伝記ノンフィクション『奇跡のプリマ・ドンナ オペラ歌手・三浦環の「声」を求めて』大石みちこ著 KADOKAWAより刊行

株式会社アップルシード・エージェンシー

2022.10.11 15:25

オペラ〈蝶々夫人〉を国内外で2000回公演。

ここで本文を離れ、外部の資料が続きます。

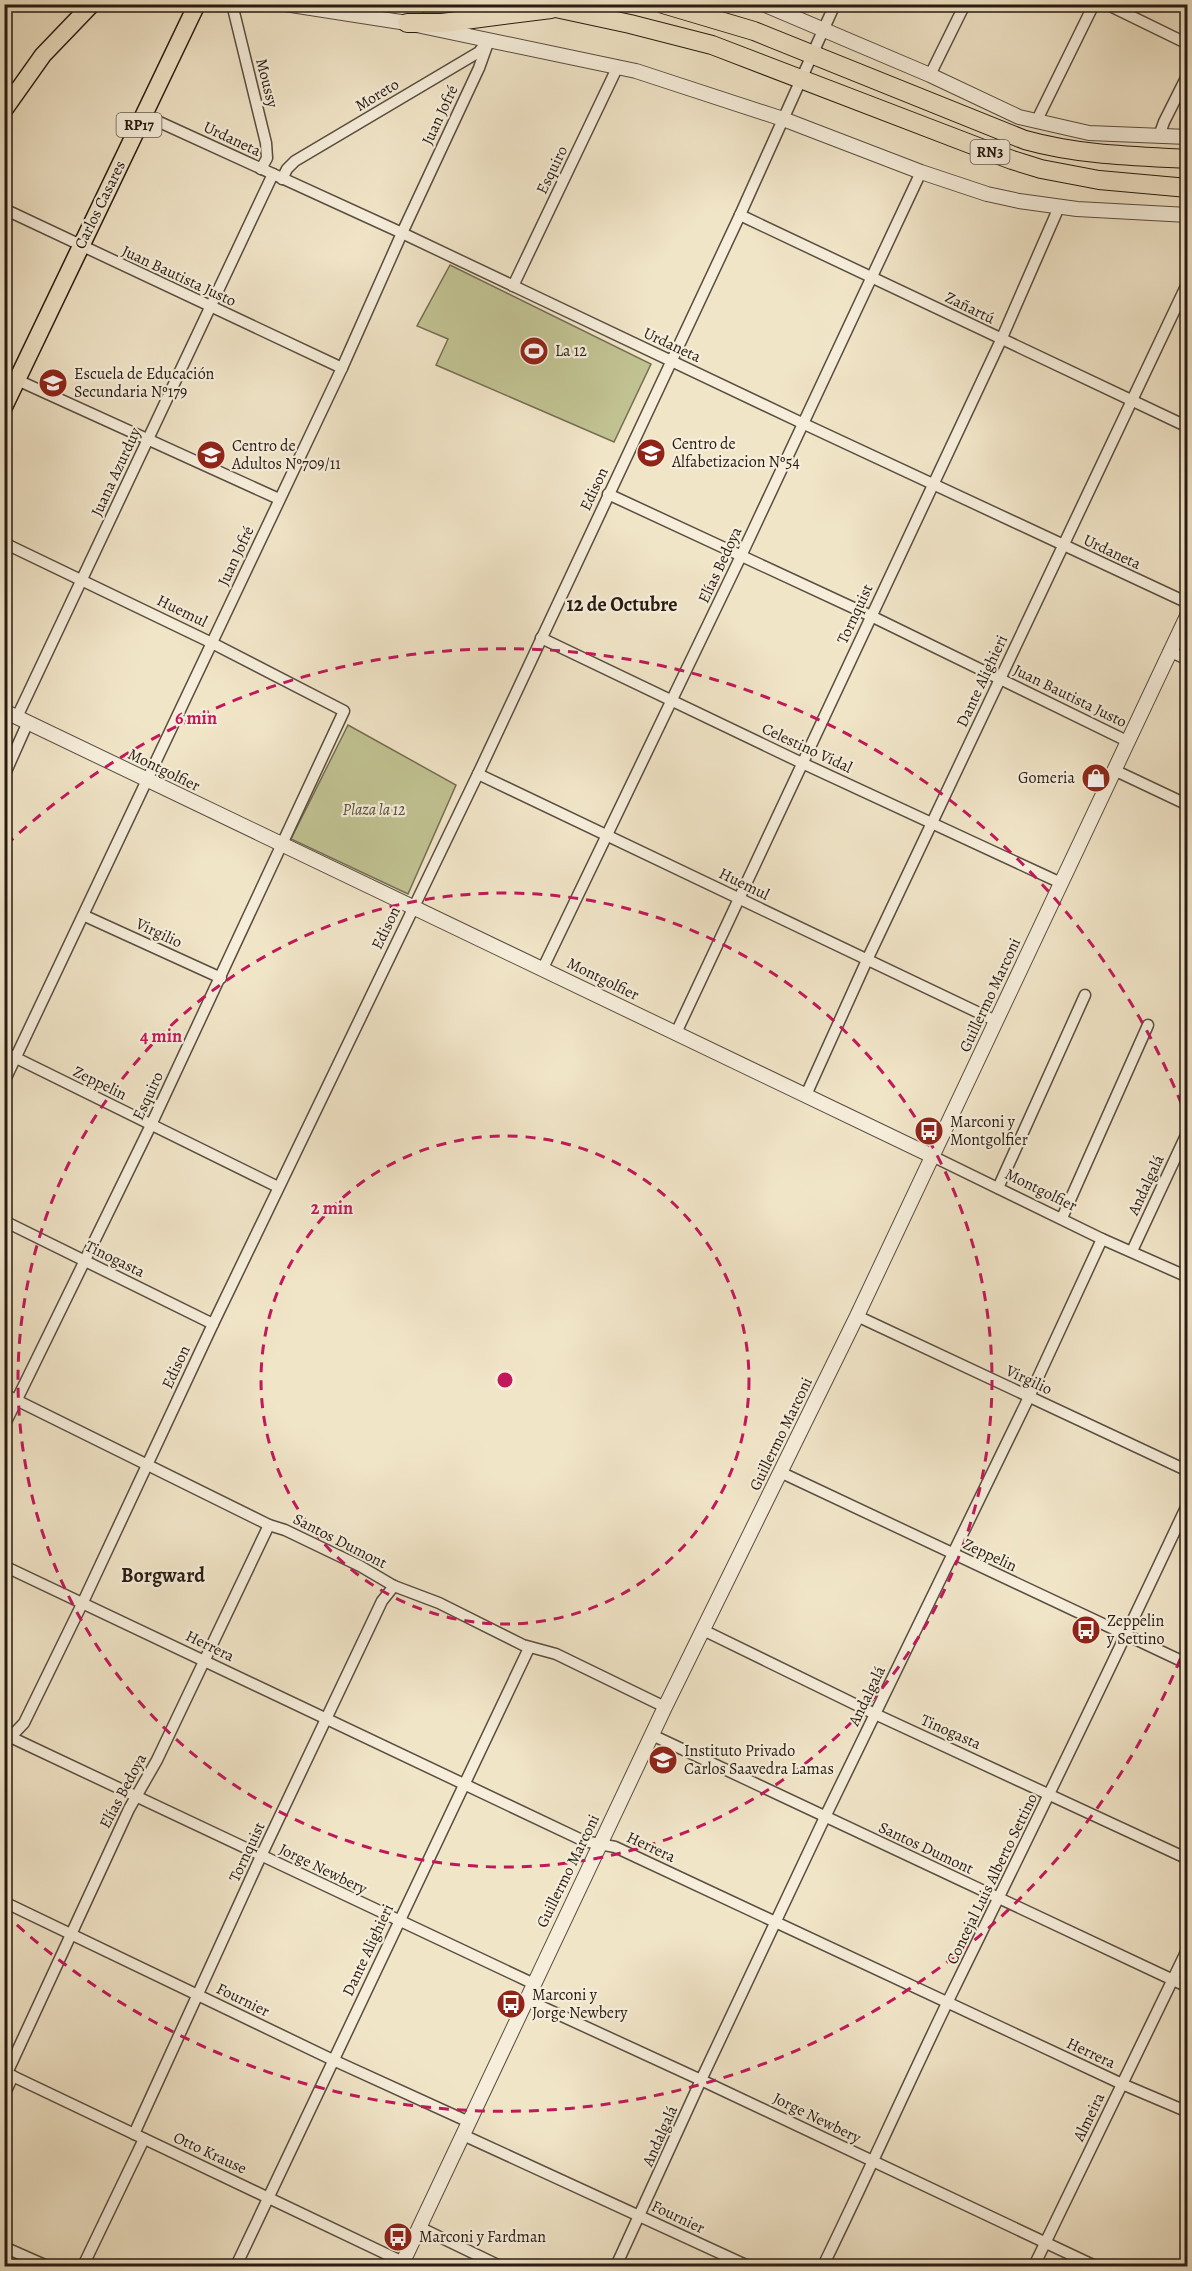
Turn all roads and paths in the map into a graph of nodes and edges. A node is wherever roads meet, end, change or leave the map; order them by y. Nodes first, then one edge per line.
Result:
1 (92, 4) edge
2 (197, 4) edge
3 (232, 4) edge
4 (285, 4) edge
5 (537, 4) edge
6 (663, 4) edge
7 (763, 4) edge
8 (835, 4) edge
9 (965, 4) edge
10 (1094, 4) edge
11 (1106, 4) edge
12 (556, 8) junction
13 (407, 23) junction
14 (823, 30) junction
15 (489, 40) junction
16 (1188, 44) edge
17 (812, 54) junction
18 (618, 66) junction
19 (1188, 74) edge
20 (930, 75) junction
21 (801, 79) junction
22 (4, 110) edge
23 (144, 115) junction
24 (783, 119) junction
25 (1036, 122) junction
26 (1159, 136) junction
27 (1188, 137) edge
28 (1188, 159) edge
29 (261, 169) junction
30 (921, 172) junction
31 (278, 176) junction
32 (1188, 188) edge
33 (1059, 207) junction
34 (4, 209) edge
35 (740, 215) junction
36 (1188, 215) edge
37 (402, 233) junction
38 (81, 245) junction
39 (872, 276) junction
40 (1188, 282) edge
41 (513, 286) junction
42 (209, 306) junction
43 (1001, 340) junction
44 (672, 361) junction
45 (342, 368) junction
46 (11, 377) edge
47 (1132, 401) junction
48 (4, 407) edge
49 (802, 423) junction
50 (1188, 427) edge
51 (148, 440) junction
52 (933, 485) junction
53 (608, 494) junction
54 (279, 499) junction
55 (4, 543) edge
56 (1064, 546) junction
57 (741, 556) junction
58 (83, 580) junction
59 (1188, 603) edge
60 (1188, 614) edge
61 (870, 616) junction
62 (541, 638) junction
63 (212, 643) junction
64 (1169, 651) junction
65 (1188, 660) edge
66 (1000, 679) junction
67 (672, 701) junction
68 (344, 711) joint
69 (17, 717) edge
70 (1127, 741) junction
71 (802, 763) junction
72 (1114, 770) junction
73 (478, 774) junction
74 (4, 776) edge
75 (147, 781) junction
76 (1188, 805) edge
77 (933, 823) junction
78 (608, 836) junction
79 (282, 844) junction
80 (1061, 883) junction
81 (739, 898) junction
82 (413, 906) junction
83 (85, 916) junction
84 (867, 960) junction
85 (543, 968) junction
86 (220, 978) junction
87 (1085, 995) dead end
88 (996, 1021) junction
89 (1148, 1025) dead end
90 (676, 1033) junction
91 (4, 1052) edge
92 (16, 1058) junction
93 (4, 1082) edge
94 (806, 1095) junction
95 (151, 1125) junction
96 (1188, 1131) edge
97 (1184, 1149) edge
98 (932, 1156) junction
99 (278, 1187) junction
100 (998, 1188) junction
101 (1062, 1218) junction
102 (4, 1221) edge
103 (1102, 1239) junction
104 (1132, 1251) junction
105 (84, 1260) junction
106 (1188, 1277) edge
107 (857, 1316) junction
108 (213, 1324) junction
109 (4, 1394) edge
110 (1029, 1397) junction
111 (17, 1400) junction
112 (4, 1426) edge
113 (148, 1464) junction
114 (780, 1472) junction
115 (1188, 1472) edge
116 (1188, 1503) edge
117 (269, 1525) junction
118 (952, 1554) junction
119 (4, 1566) edge
120 (394, 1586) junction
121 (83, 1602) junction
122 (703, 1630) junction
123 (1126, 1636) junction
124 (529, 1648) junction
125 (205, 1660) junction
126 (1188, 1664) edge
127 (665, 1707) junction
128 (875, 1714) junction
129 (328, 1719) junction
130 (652, 1735) junction
131 (7, 1738) edge
132 (463, 1784) junction
133 (1051, 1794) junction
134 (136, 1797) junction
135 (825, 1817) junction
136 (599, 1845) junction
137 (261, 1856) junction
138 (1188, 1859) edge
139 (999, 1899) junction
140 (4, 1902) edge
141 (398, 1921) junction
142 (776, 1923) junction
143 (71, 1932) junction
144 (1188, 1948) edge
145 (1172, 1981) junction
146 (532, 1983) junction
147 (1188, 1987) edge
148 (197, 1995) junction
149 (525, 1999) junction
150 (948, 2002) junction
151 (333, 2060) junction
152 (8, 2074) edge
153 (701, 2080) junction
154 (1122, 2084) junction
155 (4, 2095) edge
156 (1188, 2112) edge
157 (466, 2128) junction
158 (139, 2136) junction
159 (874, 2162) junction
160 (268, 2197) junction
161 (641, 2216) junction
162 (419, 2228) junction
163 (1045, 2243) junction
164 (4, 2247) edge
165 (402, 2264) edge
166 (47, 2266) edge
167 (83, 2266) edge
168 (236, 2266) edge
169 (500, 2266) edge
170 (616, 2266) edge
171 (748, 2266) edge
172 (823, 2266) edge
173 (1034, 2266) edge
174 (1095, 2266) edge

1 - 22 main road
2 - 23 main road, Carlos Casares / RP17
3 - 29 street, Moussy
4 - 13 street
5 - 12 highway, RN3
6 - 17 highway, RN3
7 - 14 street
8 - 14 street
9 - 20 street
10 - 25 street
11 - 16 street
12 - 13 highway
12 - 21 highway, RN3
13 - 15 street
14 - 17 street
14 - 20 street
15 - 18 street
15 - 31 street, Moreto
15 - 37 street, Juan Jofré
17 - 21 street, Edison
17 - 28 highway, RN3
18 - 24 street
18 - 41 street, Esquiro
19 - 26 street
20 - 25 street
21 - 24 street, Edison
21 - 32 highway, RN3
23 - 29 street, Urdaneta
23 - 38 main road, Carlos Casares / RP17
24 - 30 street
24 - 35 street, Edison
25 - 26 street
26 - 27 street
29 - 31 street, Urdaneta
30 - 33 street
30 - 39 street, Elías Bedoya
31 - 37 street, Urdaneta
31 - 42 street, Juana Azurduy
33 - 36 street
33 - 43 street, Tornquist
34 - 38 street, Juan Bautista Justo
35 - 39 street, Zañartú
35 - 44 street, Edison
37 - 41 street, Urdaneta
37 - 45 street, Juan Jofré
38 - 42 street, Juan Bautista Justo
38 - 46 main road, Carlos Casares / RP17
39 - 43 street, Zañartú
39 - 49 street, Elías Bedoya
40 - 47 street, Dante Alighieri
41 - 44 street, Urdaneta
42 - 45 street, Juan Bautista Justo
42 - 51 street, Juana Azurduy
43 - 47 street, Zañartú
43 - 52 street, Tornquist
44 - 49 street, Urdaneta
44 - 53 street, Edison
45 - 54 street, Juan Jofré
46 - 48 main road, Carlos Casares / RP17
46 - 51 street
47 - 50 street, Zañartú
47 - 56 street, Dante Alighieri
49 - 52 street, Urdaneta
49 - 57 street, Elías Bedoya
51 - 54 street
51 - 58 street, Juana Azurduy
52 - 56 street, Urdaneta
52 - 61 street, Tornquist
53 - 57 street, Juan Bautista Justo
53 - 62 street, Edison
54 - 63 street, Juan Jofré
55 - 58 street, Huemul
56 - 59 street, Urdaneta
56 - 66 street, Dante Alighieri
57 - 61 street, Juan Bautista Justo
57 - 67 street, Elías Bedoya
58 - 63 street, Huemul
58 - 69 street, Juana Azurduy
60 - 64 street, Guillermo Marconi
61 - 66 street, Juan Bautista Justo
61 - 71 street, Tornquist
62 - 67 street, Celestino Vidal
62 - 73 street, Edison
63 - 68 street, Huemul
63 - 75 street, Juan Jofré
64 - 65 street
64 - 70 street, Guillermo Marconi
66 - 70 street, Juan Bautista Justo
66 - 77 street, Dante Alighieri
67 - 71 street, Celestino Vidal
67 - 78 street, Elías Bedoya
68 - 79 street, Esquiro
69 - 74 street, Juana Azurduy
69 - 75 street, Montgolfier
70 - 72 street, Guillermo Marconi
71 - 77 street, Celestino Vidal
71 - 81 street, Tornquist
72 - 76 street
72 - 80 street, Guillermo Marconi
73 - 78 street, Huemul
73 - 82 street, Edison
75 - 79 street, Montgolfier
75 - 83 street, Juan Jofré
77 - 80 street, Celestino Vidal
77 - 84 street, Dante Alighieri
78 - 81 street, Huemul
78 - 85 street, Elías Bedoya
79 - 82 street, Montgolfier
79 - 86 street, Esquiro
80 - 88 street, Guillermo Marconi
81 - 84 street, Huemul
81 - 90 street, Tornquist
82 - 85 street, Montgolfier
82 - 99 street, Edison
83 - 86 street, Virgilio
83 - 92 street, Juan Jofré
84 - 88 street, Huemul
84 - 94 street, Dante Alighieri
85 - 90 street, Montgolfier
86 - 95 street, Esquiro
87 - 100 street
88 - 98 street, Guillermo Marconi
89 - 101 street
90 - 94 street, Montgolfier
91 - 92 street, Zeppelin
92 - 93 street, Juan Jofré
92 - 95 street, Zeppelin
94 - 98 street, Montgolfier
95 - 99 street, Zeppelin
95 - 105 street, Esquiro
96 - 97 street, Andalgalá
97 - 104 street, Andalgalá
98 - 100 street, Montgolfier
98 - 107 street, Guillermo Marconi
99 - 108 street, Edison
100 - 101 street, Montgolfier
101 - 103 street, Montgolfier
102 - 105 street, Tinogasta
103 - 104 street, Montgolfier
103 - 110 street, Andalgalá
104 - 106 street, Montgolfier
105 - 108 street, Tinogasta
105 - 111 street, Esquiro
107 - 110 street, Virgilio
107 - 114 street, Guillermo Marconi
108 - 113 street, Edison
109 - 111 street, Santos Dumont
110 - 115 street, Virgilio
110 - 118 street, Andalgalá
111 - 112 street, Esquiro
111 - 113 street, Santos Dumont
113 - 117 street, Santos Dumont
113 - 121 street, Edison
114 - 118 street, Zeppelin
114 - 122 street, Guillermo Marconi
116 - 123 street, Concejal Luis Alberto Settino
117 - 120 street, Santos Dumont
117 - 125 street, Elías Bedoya
118 - 123 street, Zeppelin
118 - 128 street, Andalgalá
119 - 121 street, Herrera
120 - 124 street, Santos Dumont
120 - 129 street, Tornquist
121 - 125 street, Herrera
121 - 131 street, Edison
122 - 127 street, Guillermo Marconi
122 - 128 street, Tinogasta
123 - 126 street, Zeppelin
123 - 133 street, Concejal Luis Alberto Settino
124 - 127 street, Santos Dumont
124 - 132 street, Dante Alighieri
125 - 129 street, Herrera
125 - 134 street, Elías Bedoya
127 - 130 street, Guillermo Marconi
128 - 133 street, Tinogasta
128 - 135 street, Andalgalá
129 - 132 street, Herrera
129 - 137 street, Tornquist
130 - 135 street, Santos Dumont
130 - 136 street, Guillermo Marconi
131 - 134 street, Jorge Newbery
132 - 136 street, Herrera
132 - 141 street, Dante Alighieri
133 - 138 street, Tinogasta
133 - 139 street, Concejal Luis Alberto Settino
134 - 137 street, Jorge Newbery
134 - 143 street, Elías Bedoya
135 - 139 street, Santos Dumont
135 - 142 street, Andalgalá
136 - 142 street, Herrera
136 - 146 street, Guillermo Marconi
137 - 141 street, Jorge Newbery
137 - 148 street, Tornquist
139 - 145 street, Santos Dumont
139 - 150 street, Concejal Luis Alberto Settino
140 - 143 street, Fournier
141 - 146 street, Jorge Newbery
141 - 151 street, Dante Alighieri
142 - 150 street, Herrera
142 - 153 street, Andalgalá
143 - 148 street, Fournier
143 - 152 street, Elías Bedoya
144 - 145 street, Almeira
145 - 147 street, Santos Dumont
145 - 154 street, Almeira
146 - 149 street, Guillermo Marconi
148 - 151 street, Fournier
148 - 158 street, Tornquist
149 - 153 street, Jorge Newbery
149 - 157 street, Guillermo Marconi
150 - 154 street, Herrera
150 - 159 street, Concejal Luis Alberto Settino
151 - 157 street, Fournier
151 - 160 street, Dante Alighieri
152 - 155 street, Elías Bedoya
152 - 158 street, Otto Krause
153 - 159 street, Jorge Newbery
153 - 161 street, Andalgalá
154 - 156 street, Herrera
154 - 163 street, Almeira
157 - 161 street, Fournier
157 - 162 street, Guillermo Marconi
158 - 160 street, Otto Krause
158 - 167 street, Tornquist
159 - 163 street, Jorge Newbery
159 - 172 street, Concejal Luis Alberto Settino
160 - 165 street, Otto Krause
160 - 168 street, Dante Alighieri
161 - 170 street, Andalgalá
161 - 171 street, Fournier
162 - 165 street, Guillermo Marconi
162 - 169 street
163 - 173 street, Almeira
163 - 174 street, Jorge Newbery
164 - 166 street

明治から昭和に日本人女性が「声」一つで世界に挑戦した姿を、膨大な資料を通して描き出す

オペラ<蝶々夫人《歌劇 マダム・バタフライ》を生涯で2000回演じたプリマ・ドンナ、三浦環の伝記ノンフィクション『奇跡のプリマ・ドンナ オペラ歌手・三浦環の「声」を求めて』がKADOKAWAより10月4日に発売となります。 著者の大石みちこさんは脚本家として活躍しており、本書が初のノンフィクション作品となります。 大石さんは、新たに発見された本人直筆の手紙や、幼少期〜晩年の写真が収められたアルバム、演奏会プログラム、志賀直哉、村松梢風、三島由紀夫などの作家からの批評、同時期にロンドンに滞在した留学生の日記などの膨大な資料に丹念に当たり、生存している生前の三浦環と面識のある人物のもとを訪ね歩くなど、徹底した取材をもとに三浦環の実像に迫りました。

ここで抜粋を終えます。